Following the public session, he met for two hours with the Institute’s faculty and researchers. They described the various areas of research they were conducting, from using activity-based data to model more realistic travel scenarios, to establishing “connected corridors” that utilize new technologies to keep traffic moving on heavily congested transportation corridors.
They also raised concerns about support for basic research rather than project-directed work, as well as equity issues related to who has access to new technologies such as smartphones and apps and who does not and therefore may be unable to take advantage of new mobility options.
A Rough Financial Road Ahead
Dougherty began his talk by describing the difficult financial landscape for new projects as well as maintenance of the state’s 50,000 lane miles, which carry 35 million vehicles per year.
ITS Director Samer Madanat (left) and Caltrans Director Malcolm Dougherty
Gas tax money, a mainstay of California’s transportation funding for nearly a century, has “only one-third of the buying power that it used to,” due to greater fuel efficiency of gasoline vehicles and the growing number of hybrid and all-electric cars.
“The amount of miles traveled is going up while the amount of fuel used is going down. It’s a broken model for financing transportation,” he said.
The passage of Proposition 1B in 2006 provided nearly $20 billion in additional funds, money used to improve bridges, repave roads, and build new tunnels—the first in decades—such as the fourth bore of the Caldecott Tunnel and the twin tunnels of Devil’s Slide.
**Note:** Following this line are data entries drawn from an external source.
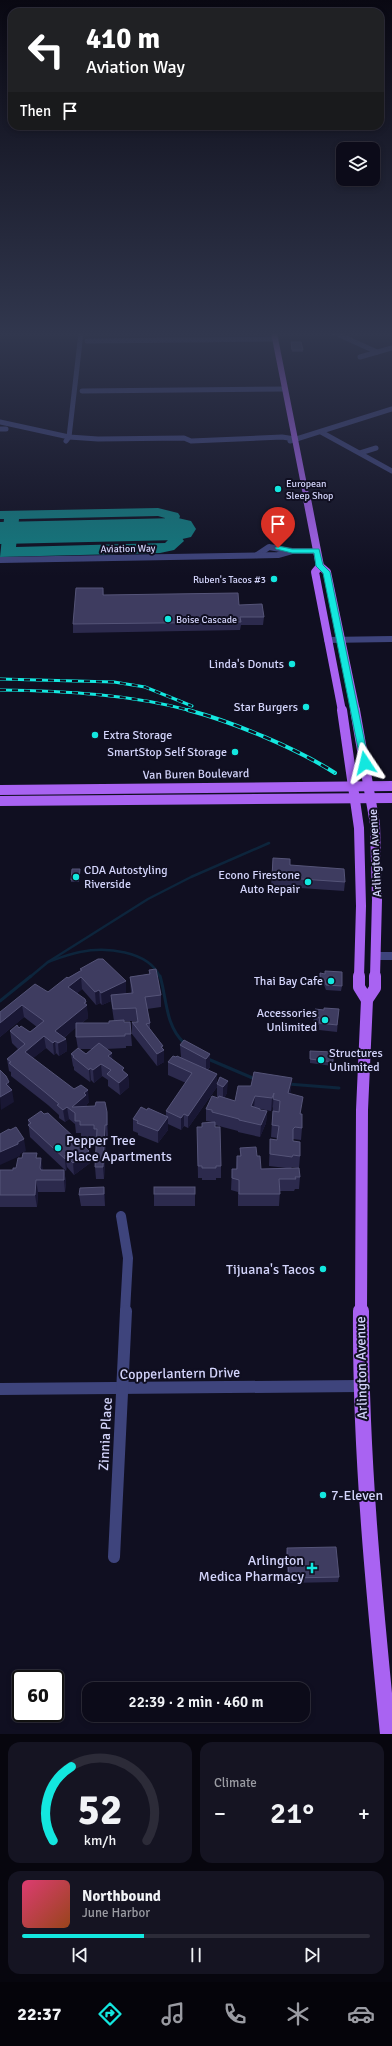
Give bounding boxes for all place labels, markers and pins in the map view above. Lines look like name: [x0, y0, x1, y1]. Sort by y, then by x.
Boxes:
place label: European Sleep Shop: [286, 478, 333, 502]
marker: European Sleep Shop: [273, 484, 283, 494]
pin: [261, 507, 295, 548]
place label: Ruben's Tacos #3: [193, 574, 266, 586]
marker: Ruben's Tacos #3: [269, 574, 279, 584]
marker: Boise Cascade: [163, 614, 173, 624]
place label: Boise Cascade: [176, 614, 237, 626]
place label: Linda's Donuts: [209, 657, 284, 672]
marker: Linda's Donuts: [287, 659, 297, 669]
place label: Star Burgers: [234, 700, 298, 715]
marker: Star Burgers: [301, 702, 311, 712]
place label: Extra Storage: [103, 728, 172, 743]
marker: Extra Storage: [90, 730, 100, 740]
place label: SmartStop Self Storage: [107, 745, 227, 760]
marker: SmartStop Self Storage: [230, 747, 240, 757]
place label: CDA Autostyling Riverside: [84, 863, 168, 892]
place label: Econo Firestone Auto Repair: [218, 868, 301, 897]
marker: CDA Autostyling Riverside: [71, 872, 81, 882]
marker: Econo Firestone Auto Repair: [303, 877, 313, 887]
place label: Thai Bay Cafe: [254, 974, 323, 989]
marker: Thai Bay Cafe: [326, 976, 336, 986]
place label: Accessories Unlimited: [257, 1006, 317, 1035]
marker: Accessories Unlimited: [320, 1015, 330, 1025]
place label: Structures Unlimited: [329, 1046, 383, 1075]
marker: Structures Unlimited: [316, 1055, 326, 1065]
place label: Pepper Tree Place Apartments: [66, 1132, 172, 1165]
marker: Pepper Tree Place Apartments: [53, 1143, 63, 1153]
place label: Tijuana's Tacos: [226, 1261, 315, 1278]
marker: Tijuana's Tacos: [318, 1264, 328, 1274]
place label: 7-Eleven: [331, 1487, 383, 1504]
marker: 7-Eleven: [318, 1490, 328, 1500]
place label: Arlington Medica Pharmacy: [199, 1552, 304, 1585]
marker: Arlington Medica Pharmacy: [307, 1563, 317, 1573]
But the law stipulated that Prop. 1B funding must be spent by the end of 2012, and now it’s gone.
Similarly, in 2009 the federal economic stimulus plan pumped money into some of the state’s 600 ongoing transportation projects, but that too is coming to an end, and federal transportation spending through MAP 21 will also be out of funds by this fall.
“This is very worrisome,” he said, noting that about a quarter of California’s transportation funds come from the federal government. “The feds must address this, but I’m not holding my breath.”
A saving grace has been the rise of “self-help” counties, which have provided local funds by taxing residents in order to repair and build transportation infrastructure. At the same time, it complicates Caltrans’ role.
“It’s their money, it’s locally raised. But we need to make sure we’re managing it as a state transportation system. Generally we’re working on the same piece of music, but we have to make sure it’s the right investment for the overall system,” he said.
Within these financial constraints, Dougherty ticked off a number of improvements that have been made, mostly to the road system, in recent years.
“You may not believe it, but our pavement is in the best shape ever,” he said, noting that only 16 percent in the state is in a state of distress compared to 25 percent a few years ago. The goal is to reduce that amount to 10 percent.
He said Caltrans had also cut in half from 900 the number of state bridges needing work.
Responding to Criticism
Dougherty said he “took to heart” the criticisms leveled at Caltrans in two external reports, which concluded, in part, that the agency was too auto-centric and not adequately flexible in terms of solving the state's myriad mobility problems. He said he has moved to re-set the agency’s mission to reflect needed changes.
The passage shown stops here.